Now here is the trick. If on the cell that your App Script will read you specify Format > Number > Plain Text

enter image description here

When App Script reads that cell it will read text and not a date. So you App Script data will have exactly what you expect, that is, what you see on the sheet.

Note: The cell in orange has the formula =TEXT(D5;"yyyy-mm-dd")

Upvotes: 0

TheMaster
TheMaster

Reputation: 50482

Sat Jul 16 00:00:00 GMT+07:00 2022 and 2022-07-15T17:00:00.000Z are the same date in different timezone. JSON doesn't support timezones or date formats and they use Z zero offset ISO8601 format to format them as strings. MDN says

The instances of Date implement the toJSON() function by returning a string (the same as date.toISOString()). Thus, they are treated as strings.

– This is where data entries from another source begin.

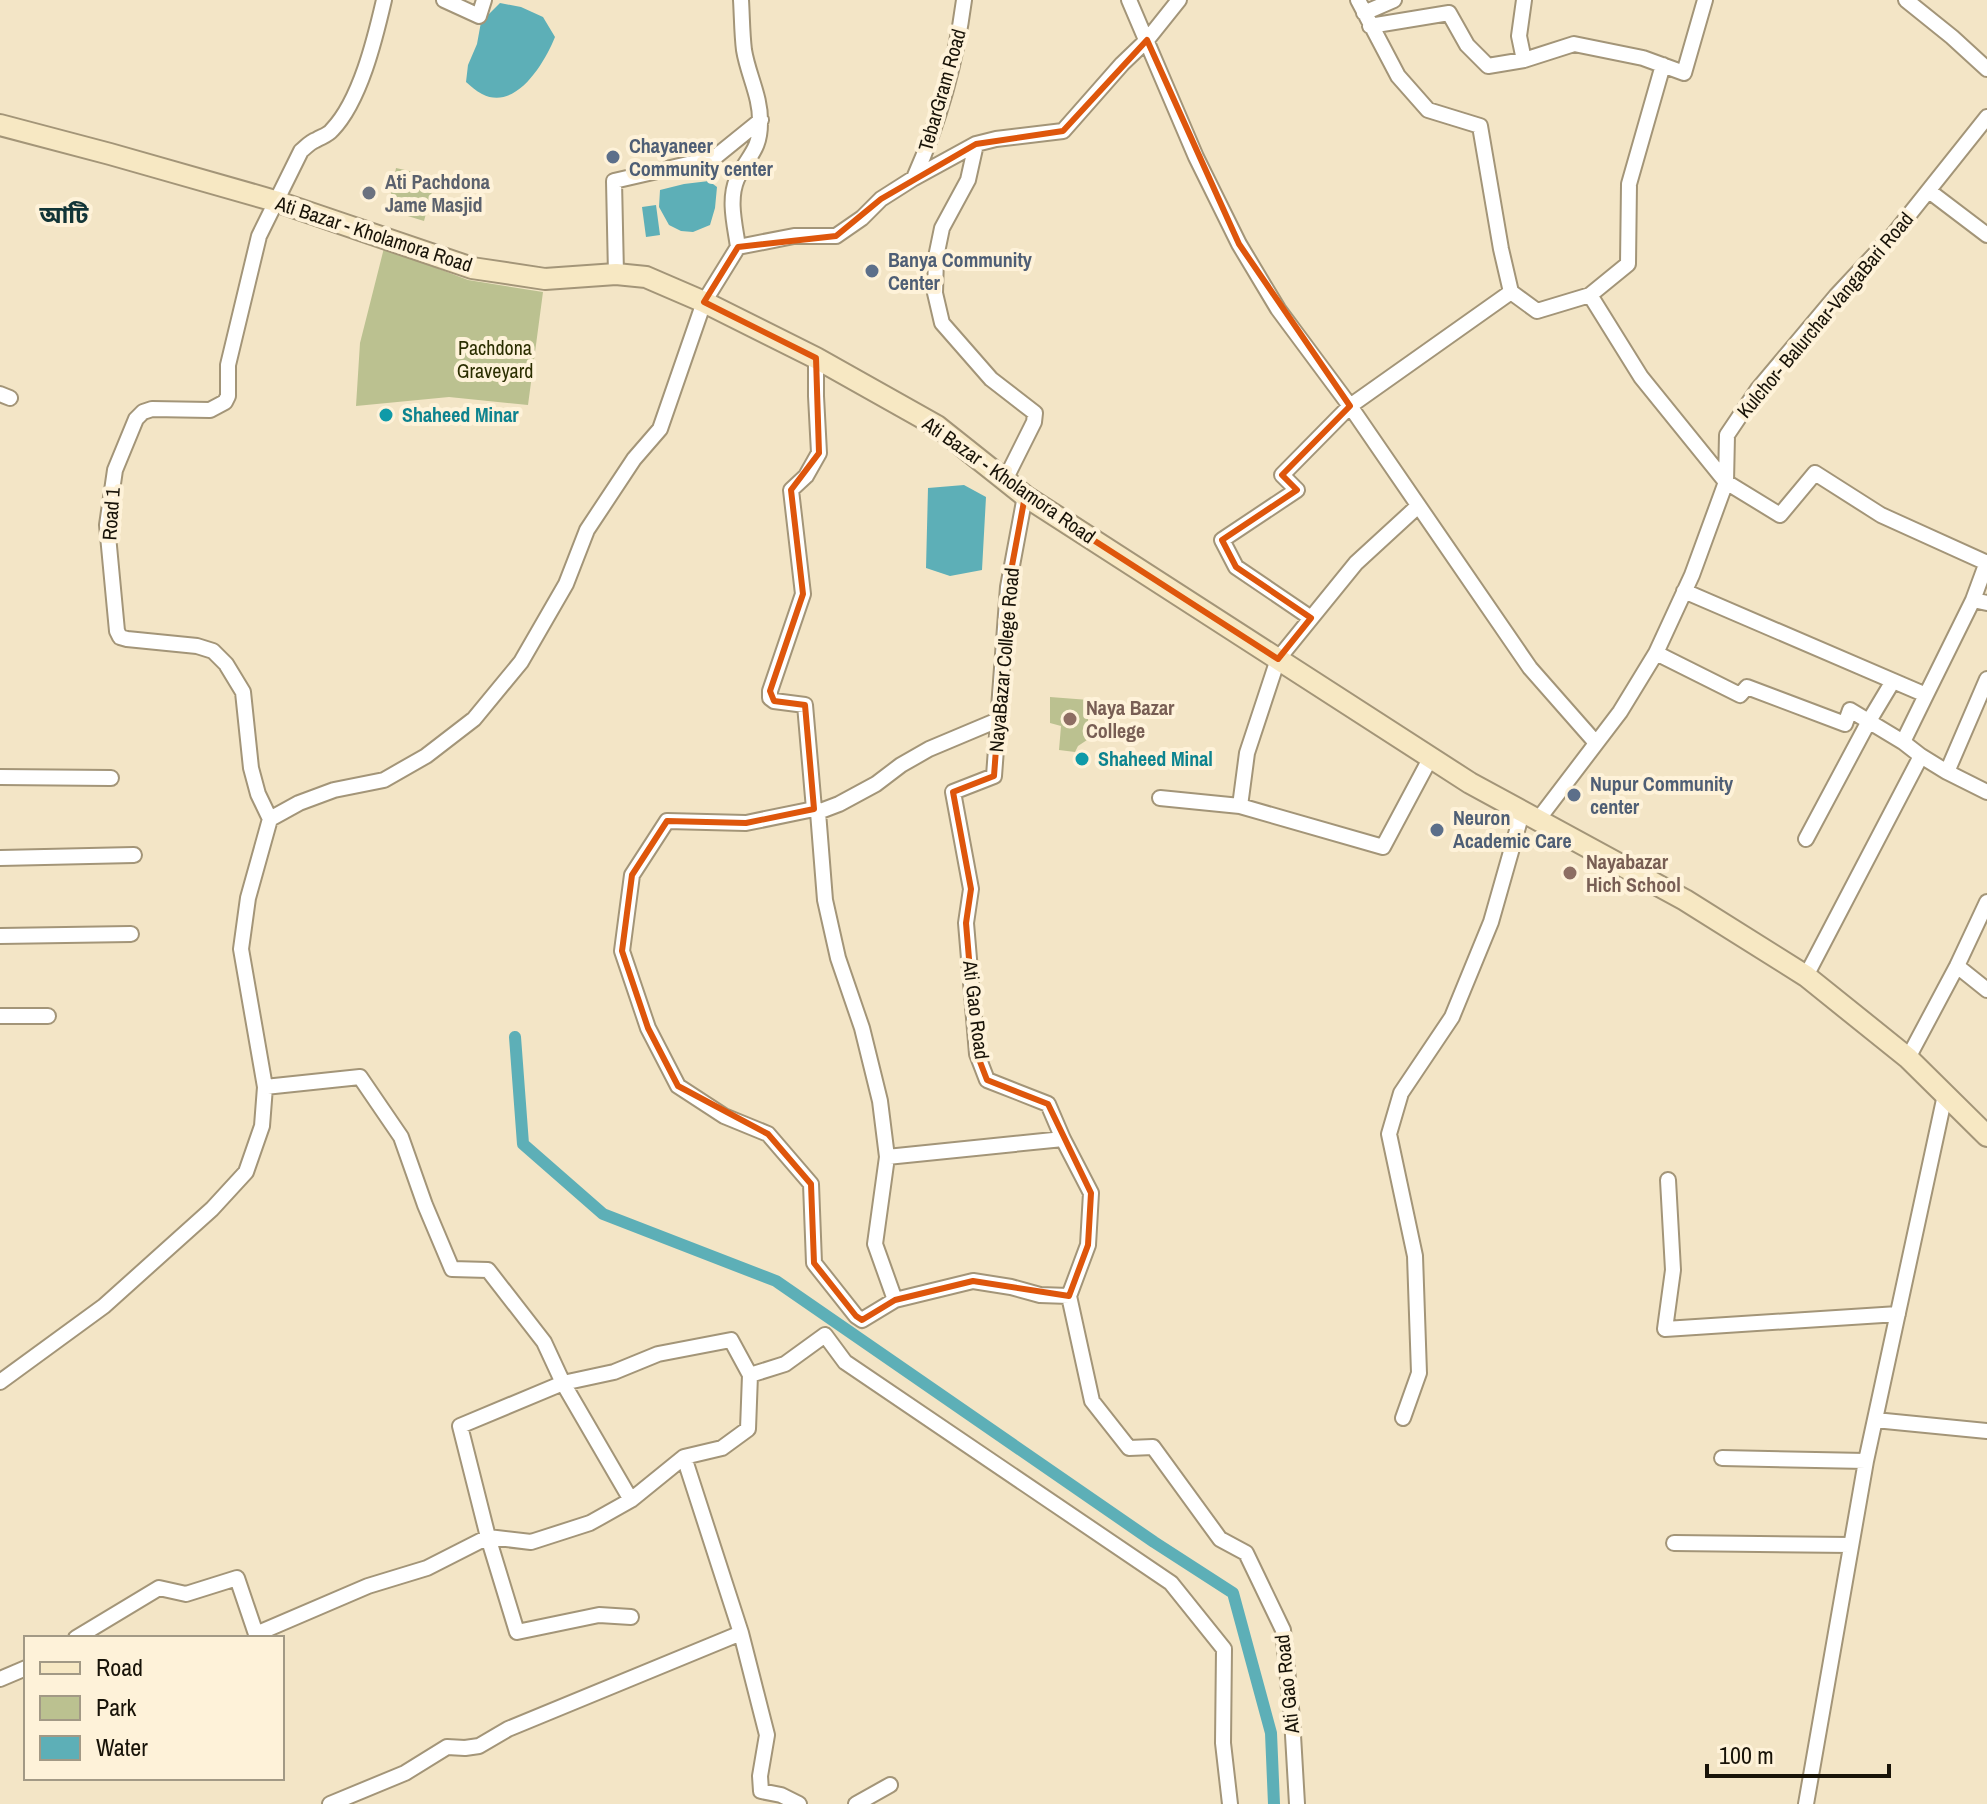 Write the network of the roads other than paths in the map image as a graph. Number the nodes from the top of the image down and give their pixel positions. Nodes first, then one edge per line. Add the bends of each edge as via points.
1 (384, 0) edge
2 (444, 0) edge
3 (484, 0) edge
4 (741, 0) edge
5 (964, 0) edge
6 (1129, 0) edge
7 (1179, 0) edge
8 (1394, 0) edge
9 (1524, 0) edge
10 (1705, 0) edge
11 (1906, 0) edge
12 (1364, 13) edge
13 (1147, 40) junction
14 (1524, 60) junction
15 (1663, 65) junction
16 (1987, 69) edge
17 (1987, 117) edge
18 (761, 120) junction
19 (0, 125) edge
20 (976, 144) junction
21 (914, 178) junction
22 (1929, 191) junction
23 (275, 201) junction
24 (1987, 235) edge
25 (738, 247) junction
26 (616, 274) junction
27 (1511, 292) junction
28 (1590, 295) junction
29 (704, 302) junction
30 (816, 358) junction
31 (1350, 406) junction
32 (1005, 480) junction
33 (1726, 482) junction
34 (1025, 496) junction
35 (1418, 506) junction
36 (1987, 562) edge
37 (1684, 591) junction
38 (1980, 602) edge
39 (1311, 618) junction
40 (1656, 653) junction
41 (1278, 659) junction
42 (1987, 679) edge
43 (1893, 681) junction
44 (1926, 695) junction
45 (998, 720) junction
46 (1869, 721) junction
47 (1903, 742) junction
48 (1596, 743) junction
49 (1921, 756) junction
50 (1431, 757) junction
51 (1947, 772) junction
52 (994, 776) joint
53 (0, 777) edge
54 (111, 778) dead end
55 (1987, 792) edge
56 (1160, 798) dead end
57 (1240, 806) junction
58 (816, 810) junction
59 (1530, 817) junction
60 (270, 819) junction
61 (1806, 839) dead end
62 (134, 855) dead end
63 (0, 858) edge
64 (1987, 902) edge
65 (131, 934) dead end
66 (0, 936) edge
67 (1957, 966) junction
68 (1806, 976) junction
69 (1987, 990) edge
70 (0, 1016) edge
71 (48, 1016) dead end
72 (1908, 1058) junction
73 (265, 1087) junction
74 (1945, 1095) junction
75 (1987, 1136) edge
76 (1063, 1139) junction
77 (887, 1157) junction
78 (1668, 1180) dead end
79 (1069, 1296) junction
80 (895, 1300) junction
81 (1898, 1314) junction
82 (750, 1375) junction
83 (0, 1382) edge
84 (563, 1383) junction
85 (1403, 1418) dead end
86 (1875, 1420) junction
87 (1987, 1431) edge
88 (684, 1457) junction
89 (1722, 1458) dead end
90 (1866, 1461) junction
91 (631, 1500) junction
92 (488, 1537) junction
93 (1674, 1543) dead end
94 (1851, 1545) junction
95 (631, 1617) dead end
96 (741, 1633) junction
97 (79, 1636) edge
98 (24, 1669) edge
99 (0, 1679) edge
100 (890, 1785) dead end
101 (330, 1804) edge
102 (799, 1804) edge
103 (856, 1804) edge
104 (1230, 1804) edge
105 (1297, 1804) edge
106 (1806, 1804) edge

1 - 23 street via 352,102 329,134 301,151
2 - 3 street via 479,16
4 - 18 street via 744,51
5 - 21 street, TebarGram Road via 945,89
6 - 13 street
7 - 13 street
8 - 12 street
9 - 14 street via 1519,36
10 - 15 street via 1684,73
11 - 16 street
12 - 14 street via 1449,13 1467,45 1488,66
12 - 27 street via 1398,76 1428,110 1480,126
13 - 20 street via 1063,131
13 - 31 street via 1239,244 1278,309
14 - 15 street via 1574,44
15 - 28 street via 1629,184 1628,264
17 - 22 street, Kulchor- Balurchar-VangaBari Road
18 - 25 street via 759,144 734,191
18 - 26 street via 714,158 614,181
19 - 23 main road, Ati Bazar - Kholamora Road
20 - 21 street
20 - 32 street via 968,180 942,228 935,293 942,323 991,379 1035,413
21 - 25 street via 836,236 794,236
22 - 24 street
22 - 33 street, Kulchor- Balurchar-VangaBari Road via 1750,400 1727,435
23 - 26 main road, Ati Bazar - Kholamora Road via 472,268 545,279
23 - 60 street, Road 1 via 259,236 228,365 225,402 210,410 152,409 136,419 115,470 107,525 120,637 197,646 213,651 226,664 243,692 251,768
25 - 29 street
26 - 29 main road, Ati Bazar - Kholamora Road via 646,277
27 - 28 street via 1537,311
27 - 31 street
28 - 33 street via 1641,377
29 - 30 main road, Ati Bazar - Kholamora Road
29 - 60 street via 660,429 587,530 566,584 521,662 474,719 384,780 334,790
30 - 32 main road, Ati Bazar - Kholamora Road via 937,426
30 - 58 street via 819,453 791,490 803,594 770,698 805,705
31 - 35 street
31 - 39 street via 1282,475 1297,490 1222,540 1236,567
32 - 34 main road, Ati Bazar - Kholamora Road
33 - 36 street via 1780,515 1815,473 1881,515
33 - 37 street, Kulchor- Balurchar-VangaBari Road
34 - 41 main road, Ati Bazar - Kholamora Road
34 - 45 street, NayaBazar College Road via 1008,587
35 - 39 street via 1356,563
35 - 48 street via 1530,668
36 - 38 street
37 - 40 street, Kulchor- Balurchar-VangaBari Road
37 - 43 street
38 - 44 street
39 - 41 street
40 - 46 street via 1740,695 1747,687 1845,724 1850,710
40 - 48 street, Kulchor- Balurchar-VangaBari Road
41 - 50 main road, Ati Bazar - Kholamora Road
41 - 57 street via 1247,753
42 - 51 street
43 - 44 street
43 - 46 street
44 - 47 street
45 - 52 street, NayaBazar College Road
45 - 58 street via 929,749 839,804
46 - 47 street
46 - 61 street
47 - 49 street
48 - 59 street, Kulchor- Balurchar-VangaBari Road
49 - 51 street
49 - 68 street
50 - 57 street via 1383,847
50 - 59 main road, Ati Bazar - Kholamora Road
51 - 55 street
52 - 76 street, Ati Gao Road via 953,792 971,889 966,923 977,1054 987,1080 1048,1104
53 - 54 street
56 - 57 street
58 - 77 street via 825,900 866,1042
58 - 80 street via 746,823 667,821 632,875 622,951 648,1028 678,1086 724,1116 768,1134 811,1184 814,1263 862,1320
59 - 68 main road, Ati Bazar - Kholamora Road via 1685,900
59 - 85 street via 1452,1017 1401,1093 1389,1134 1415,1256 1419,1373
60 - 73 street via 248,898 241,949
62 - 63 street
64 - 67 street
65 - 66 street
67 - 69 street
67 - 72 street
68 - 72 main road, Ati Bazar - Kholamora Road
70 - 71 street
72 - 74 main road, Ati Bazar - Kholamora Road
73 - 83 street via 262,1126 246,1172 104,1306
73 - 84 street via 360,1077 401,1137 452,1269 488,1270 544,1342
74 - 75 main road, Ati Bazar - Kholamora Road
74 - 81 street
76 - 77 street
76 - 79 street, Ati Gao Road via 1091,1193 1088,1245
77 - 80 street via 875,1244
78 - 81 street via 1673,1270 1665,1329
79 - 80 street via 973,1281
79 - 105 street, Ati Gao Road via 1092,1401 1129,1448 1153,1447 1220,1539 1246,1553 1283,1630
81 - 86 street
82 - 84 street via 731,1340 658,1354 614,1372
82 - 88 street via 748,1429 722,1448
82 - 104 street via 785,1364 825,1335 845,1362 1171,1583 1224,1649 1223,1743
84 - 91 street
84 - 92 street via 460,1426
86 - 87 street
86 - 90 street
88 - 91 street
88 - 96 street
89 - 90 street
90 - 94 street
91 - 92 street via 590,1523 531,1542
92 - 95 street via 517,1632 599,1615
92 - 97 street via 427,1568 368,1586 256,1634 237,1578 186,1594 159,1588
93 - 94 street
94 - 106 street
96 - 101 street via 508,1729 479,1746 447,1747 405,1773
96 - 102 street via 767,1735 761,1791
98 - 99 street
100 - 103 street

The timezone is always zero UTC offset, as denoted by the suffix "Z".

Upvotes: 3

Yuri Khristich
Yuri Khristich

Reputation: 14537

Date objects are tricky beasts. As far as I can tell in this case the dates you're taking from the sheet have internally GMT+0 timezone always. If you want to show them somewhere with another timezone you have to do it directly: to get the wanted timezone (from the curren Spreadsheet, for example) and convert the date object into a string with this timezone. Something like this:

function get_date() {
  var ss = SpreadsheetApp.getActiveSpreadsheet();
  var sh = ss.getActiveSheet();
  var tz = ss.getSpreadsheetTimeZone();
  var date_obj = sh.getRange('a2').getValue();
  var date_str = Utilities.formatDate(date_obj, tz, 'YYYY-MM-dd');
  Logger.log(date_str);
}

Upvotes: 1

Wicket
Wicket

Reputation: 38254

Yes, you are missing something.

Logger.log doesn't parse as string a Date object the same way that JSON.stringify does. Considering this, in order to make it easier to compare the output of your first script with the second, instead of

function test() {
  const sh = SpreadsheetApp.getActive().getSheetByName('log')
  const data = sh.getRange('A2').getValue()
  
  Logger.log(data)
}

use

function test() {
  const sh = SpreadsheetApp.getActive().getSheetByName('log')
  const data = sh.getRange('A2').getValue()
  
  Logger.log(JSON.stringify(data)) // Edited
}

In order to log the same value that is displayed on a Google Sheets cell, the easier way is, when reading the cell value(s), instead of using getValue / getValues use getDisplayValue / getDisplayValues.